「保育園児が乗ってるあの車」はなんという?~小川洋子『そこに工場があるかぎり』レビュー
町工場が好きだ。町工場を書いた本も好き。小関智弘の本はほとんど読んだし、書店にいくたび「町工場モノ」がないかなぁと探している。
ある日、本書のタイトルが目に入った。「町工場の話に違いない」と勇んで手にとった。
『博士の愛した数式』の小川洋子が、工場を取材したノンフィクションを書いていたのか。子ども時代に向かいにあったのは鉄工所、小学校への通学路の途中にも工場がいくつもあり、「ありふれた日常の中に潜む、圧倒的な世界の秘密」だったという。その著者が6工場の取材ストーリーを展開している本なのだ。面白くないわけがない。
たとえば、東京スカイツリーのすぐ近くに存在する、リヤカーにも似た乗り物を作っている工場が語られている。保育士がよく押している、車輪付きの大きな箱。数人の子どもを移動させる、名前も知らない「あの乗り物」だ。町工場から送り出されているという。どのように作られているのだろう。
社長曰く、「複数の園児を移動させる車」については、元々二人乗りのベビーカーを考えていた。だが保育園の需要を聞きながら、4~6人が立って乗る形が少しずつできあがっていったのだという。
この車の製品名は「サンポカー」であることを本書で知った。そして、まさに試行錯誤を繰り返してサンポカーはできたのだ。完成品を日々送り出しながらも、日進月歩の技術を取り入れてマイナーチェンジを繰り返す。
サンポカーはどのように作られるのか。
第一工程は、長いパイプを必要な長さにカットする。
見るだけでも恐ろしそうな機械を使って、人間が確信を持って堂々とパイプを切断していく。
次は穴あけ工程だ。ここでもまた、機械と、人間がそれを使うさまが目の前に展開されていく。
続いて、パイプへのネジの取り付け、塩化ビニールシートの裁断、最後に縫製室でのミシンかけと、昔の家内工業を思わせる。人間がひたすらひとつの作業に没頭している様子が、「後ろ姿が毅然として実に清々しい」「指先はもちろん、足の先から目、耳、腕まで、全身が研ぎ澄まされている」「手は休みなく動き、しかも無駄がない」と描き出されている。

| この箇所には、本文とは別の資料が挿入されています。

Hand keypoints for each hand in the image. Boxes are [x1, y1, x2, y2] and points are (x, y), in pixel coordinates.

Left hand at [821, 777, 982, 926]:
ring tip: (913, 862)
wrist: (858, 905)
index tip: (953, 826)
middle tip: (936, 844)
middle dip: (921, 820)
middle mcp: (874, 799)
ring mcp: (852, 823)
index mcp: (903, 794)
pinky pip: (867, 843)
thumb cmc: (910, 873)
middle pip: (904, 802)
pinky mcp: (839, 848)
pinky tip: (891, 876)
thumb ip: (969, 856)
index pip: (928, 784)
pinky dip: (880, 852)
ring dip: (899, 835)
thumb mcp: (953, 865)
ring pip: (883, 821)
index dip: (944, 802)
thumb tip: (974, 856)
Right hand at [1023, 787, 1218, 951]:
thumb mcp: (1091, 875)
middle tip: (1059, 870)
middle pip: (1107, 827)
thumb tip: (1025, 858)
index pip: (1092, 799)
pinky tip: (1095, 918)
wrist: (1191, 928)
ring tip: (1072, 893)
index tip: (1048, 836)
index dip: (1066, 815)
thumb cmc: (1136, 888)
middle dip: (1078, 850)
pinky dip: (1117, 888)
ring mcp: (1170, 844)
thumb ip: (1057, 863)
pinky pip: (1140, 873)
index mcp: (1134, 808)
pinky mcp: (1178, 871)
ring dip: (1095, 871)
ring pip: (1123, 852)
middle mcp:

同社をひとことで言うと、「機械や道具と人とが一体となって、地道に働」いているのだ。
毎日8時間、集中して同一の作業をし続けるのは根気がいるはずだ。わたしにはできない。だがここで働く人たちは、それを続けているのだ。
本書では、同社の代表の言葉として3つ紹介されている。
働く人々がまさにこれを体現している。人の手の先に、パイプがあり、ビニールシートがあり、ネジがあり、ミシンがある。コツコツとした地道な作業が重なって、サンポカーが誕生していくのだ。
うちの近くに保育園がある。サンポカーを見るたび感じてきた、安心・安全のなかに楽しさを感じる理由が、本書で解き明かされた。